Rwandese Franc has strengthened against the Kenyan shilling by 24.8 per cent.

Pending bills remain a major challenge for the private sector with suppliers in Kenya among the most hit.

Government’s pending bills hit Sh567.5 billion in June 2023, latest National Treasury data shows, amid high loan defaults by suppliers struggling with cash-flow.

“Pending bills in Kenya and non-performing loans have been trending in the same direction for the last two years,” World Bank says in its latest Kenya Economic Update report released in June.

Rwanda ranks top in East Africa on the ease of doing business, according to the report, with an overall score of 77.88 per cent.

It is followed by Kenya with a score of 70.31 per cent, Uganda (57.06%), Tanzania (53.63%) Burundi (47.41%) and South Sudan (35.34%). DR Congo was not included as it is a recent entrant.

The ease of doing business score captures the gaps in each economy spanning from regulatory performance, starting a business, access to credit and money market, trade rules, and cross-border clearance and movement, among others.
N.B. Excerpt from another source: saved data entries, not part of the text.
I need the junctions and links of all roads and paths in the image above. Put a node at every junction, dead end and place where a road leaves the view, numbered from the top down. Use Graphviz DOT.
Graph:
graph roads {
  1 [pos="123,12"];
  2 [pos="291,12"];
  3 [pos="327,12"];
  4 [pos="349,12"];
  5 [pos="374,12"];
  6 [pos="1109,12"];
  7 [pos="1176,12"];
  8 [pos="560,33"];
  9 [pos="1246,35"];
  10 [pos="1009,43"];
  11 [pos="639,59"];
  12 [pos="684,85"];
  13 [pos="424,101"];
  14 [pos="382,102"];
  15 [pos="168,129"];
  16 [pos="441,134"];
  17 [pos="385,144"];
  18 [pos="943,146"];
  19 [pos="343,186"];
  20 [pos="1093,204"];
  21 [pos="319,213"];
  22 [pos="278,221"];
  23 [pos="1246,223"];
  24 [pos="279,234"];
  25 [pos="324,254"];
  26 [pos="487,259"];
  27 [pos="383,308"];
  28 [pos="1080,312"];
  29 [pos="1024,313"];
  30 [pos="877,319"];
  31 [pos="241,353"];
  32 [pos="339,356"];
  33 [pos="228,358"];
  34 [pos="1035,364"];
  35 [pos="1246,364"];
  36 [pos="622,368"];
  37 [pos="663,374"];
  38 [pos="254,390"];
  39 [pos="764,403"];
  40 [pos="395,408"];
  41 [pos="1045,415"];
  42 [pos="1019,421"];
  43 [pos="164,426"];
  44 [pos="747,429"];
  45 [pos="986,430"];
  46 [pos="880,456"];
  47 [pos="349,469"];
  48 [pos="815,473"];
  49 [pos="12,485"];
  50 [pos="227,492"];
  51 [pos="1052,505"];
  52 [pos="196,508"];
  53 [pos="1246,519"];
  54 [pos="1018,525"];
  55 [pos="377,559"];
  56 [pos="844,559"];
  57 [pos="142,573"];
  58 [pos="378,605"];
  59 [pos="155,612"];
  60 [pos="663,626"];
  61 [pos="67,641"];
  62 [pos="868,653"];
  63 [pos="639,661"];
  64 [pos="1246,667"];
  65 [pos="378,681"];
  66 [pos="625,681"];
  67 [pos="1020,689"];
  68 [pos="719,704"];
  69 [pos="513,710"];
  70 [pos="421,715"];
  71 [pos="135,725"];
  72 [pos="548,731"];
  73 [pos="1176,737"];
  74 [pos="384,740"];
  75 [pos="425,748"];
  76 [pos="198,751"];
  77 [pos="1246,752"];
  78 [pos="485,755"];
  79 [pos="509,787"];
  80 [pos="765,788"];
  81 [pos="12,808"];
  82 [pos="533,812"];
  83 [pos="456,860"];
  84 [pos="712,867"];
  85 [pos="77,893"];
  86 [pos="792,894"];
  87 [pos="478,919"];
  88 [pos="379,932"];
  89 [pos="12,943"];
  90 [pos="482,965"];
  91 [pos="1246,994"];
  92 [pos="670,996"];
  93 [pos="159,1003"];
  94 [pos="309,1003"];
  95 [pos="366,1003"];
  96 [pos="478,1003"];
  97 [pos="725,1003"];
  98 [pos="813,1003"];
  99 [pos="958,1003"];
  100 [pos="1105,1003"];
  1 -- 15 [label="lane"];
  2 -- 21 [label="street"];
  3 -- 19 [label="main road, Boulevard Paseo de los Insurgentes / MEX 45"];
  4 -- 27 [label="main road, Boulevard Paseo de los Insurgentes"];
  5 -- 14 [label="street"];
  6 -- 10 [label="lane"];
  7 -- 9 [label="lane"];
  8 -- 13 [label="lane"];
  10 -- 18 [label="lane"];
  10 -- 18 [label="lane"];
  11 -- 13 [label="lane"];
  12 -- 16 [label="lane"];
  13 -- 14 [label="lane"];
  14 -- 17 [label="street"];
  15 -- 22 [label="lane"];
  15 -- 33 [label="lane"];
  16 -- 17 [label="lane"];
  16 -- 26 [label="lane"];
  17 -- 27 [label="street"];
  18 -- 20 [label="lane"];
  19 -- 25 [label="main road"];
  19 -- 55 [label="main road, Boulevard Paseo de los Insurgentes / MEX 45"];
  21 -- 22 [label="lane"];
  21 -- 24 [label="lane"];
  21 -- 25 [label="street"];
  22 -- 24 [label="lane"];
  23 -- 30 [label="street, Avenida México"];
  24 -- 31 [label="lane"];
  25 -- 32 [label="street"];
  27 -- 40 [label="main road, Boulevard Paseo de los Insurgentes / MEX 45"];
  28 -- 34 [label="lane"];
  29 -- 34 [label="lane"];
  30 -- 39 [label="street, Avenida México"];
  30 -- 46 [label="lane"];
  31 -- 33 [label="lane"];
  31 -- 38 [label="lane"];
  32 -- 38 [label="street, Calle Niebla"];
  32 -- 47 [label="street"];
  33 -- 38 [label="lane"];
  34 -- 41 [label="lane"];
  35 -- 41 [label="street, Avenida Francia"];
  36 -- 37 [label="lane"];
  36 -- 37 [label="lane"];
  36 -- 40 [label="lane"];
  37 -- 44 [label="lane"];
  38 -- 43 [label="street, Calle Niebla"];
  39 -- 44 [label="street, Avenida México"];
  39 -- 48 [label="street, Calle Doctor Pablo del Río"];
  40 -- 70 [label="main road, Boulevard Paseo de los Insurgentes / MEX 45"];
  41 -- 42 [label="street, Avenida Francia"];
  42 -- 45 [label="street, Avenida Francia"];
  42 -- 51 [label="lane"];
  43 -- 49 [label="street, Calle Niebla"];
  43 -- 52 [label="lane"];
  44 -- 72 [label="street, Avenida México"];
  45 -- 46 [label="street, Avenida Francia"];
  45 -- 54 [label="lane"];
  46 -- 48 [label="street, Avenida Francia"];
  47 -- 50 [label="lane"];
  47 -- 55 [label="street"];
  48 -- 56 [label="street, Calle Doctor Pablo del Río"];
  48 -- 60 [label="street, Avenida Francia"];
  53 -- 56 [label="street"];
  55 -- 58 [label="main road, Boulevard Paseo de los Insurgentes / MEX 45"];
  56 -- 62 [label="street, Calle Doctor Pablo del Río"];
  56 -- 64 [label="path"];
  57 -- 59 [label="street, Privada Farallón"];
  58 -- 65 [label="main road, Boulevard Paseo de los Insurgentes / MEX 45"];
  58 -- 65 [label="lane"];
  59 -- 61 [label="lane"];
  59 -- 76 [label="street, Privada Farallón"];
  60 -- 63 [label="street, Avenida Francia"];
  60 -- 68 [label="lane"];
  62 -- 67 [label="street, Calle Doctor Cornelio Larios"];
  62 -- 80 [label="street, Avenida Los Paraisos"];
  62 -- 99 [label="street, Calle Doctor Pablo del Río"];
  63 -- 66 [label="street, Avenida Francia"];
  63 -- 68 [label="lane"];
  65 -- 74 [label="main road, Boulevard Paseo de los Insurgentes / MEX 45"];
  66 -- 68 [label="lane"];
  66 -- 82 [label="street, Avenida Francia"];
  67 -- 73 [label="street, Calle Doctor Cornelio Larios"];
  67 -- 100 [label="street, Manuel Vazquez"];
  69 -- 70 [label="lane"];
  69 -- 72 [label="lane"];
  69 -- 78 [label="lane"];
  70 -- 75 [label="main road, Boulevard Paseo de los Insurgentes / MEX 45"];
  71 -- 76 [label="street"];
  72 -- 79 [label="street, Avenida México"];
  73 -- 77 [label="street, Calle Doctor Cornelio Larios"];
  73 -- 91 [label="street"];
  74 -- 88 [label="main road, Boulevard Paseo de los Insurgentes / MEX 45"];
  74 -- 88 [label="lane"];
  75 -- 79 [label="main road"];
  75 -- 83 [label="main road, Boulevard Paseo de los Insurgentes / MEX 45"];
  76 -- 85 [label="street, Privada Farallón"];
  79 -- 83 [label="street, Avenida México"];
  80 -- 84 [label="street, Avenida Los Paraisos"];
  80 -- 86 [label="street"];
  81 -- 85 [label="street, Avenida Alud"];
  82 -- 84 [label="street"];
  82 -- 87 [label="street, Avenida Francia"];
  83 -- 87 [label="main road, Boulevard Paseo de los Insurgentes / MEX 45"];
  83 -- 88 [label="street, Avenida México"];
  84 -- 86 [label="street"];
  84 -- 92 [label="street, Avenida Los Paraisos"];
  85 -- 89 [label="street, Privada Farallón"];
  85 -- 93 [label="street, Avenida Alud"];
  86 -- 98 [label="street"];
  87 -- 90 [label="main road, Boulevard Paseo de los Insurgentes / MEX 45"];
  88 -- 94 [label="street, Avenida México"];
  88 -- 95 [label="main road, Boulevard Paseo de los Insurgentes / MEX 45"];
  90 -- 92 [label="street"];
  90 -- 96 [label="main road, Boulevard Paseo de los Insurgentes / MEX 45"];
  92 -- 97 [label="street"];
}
“To improve the ease of doing business in the region, EAC should address the afore-mentioned challenges,” the report states.

It is a sum up of a survey that involved a total of 252 respondents (companies) where 52 per cent of the respondents, equivalent to 133 companies, were from trade in goods, while 47 per cent, equivalent to 119 companies, were from trade in services.

The companies recommended that EAC partner states should enhance border efficiency, to facilitate trade processes on the movement of goods and people.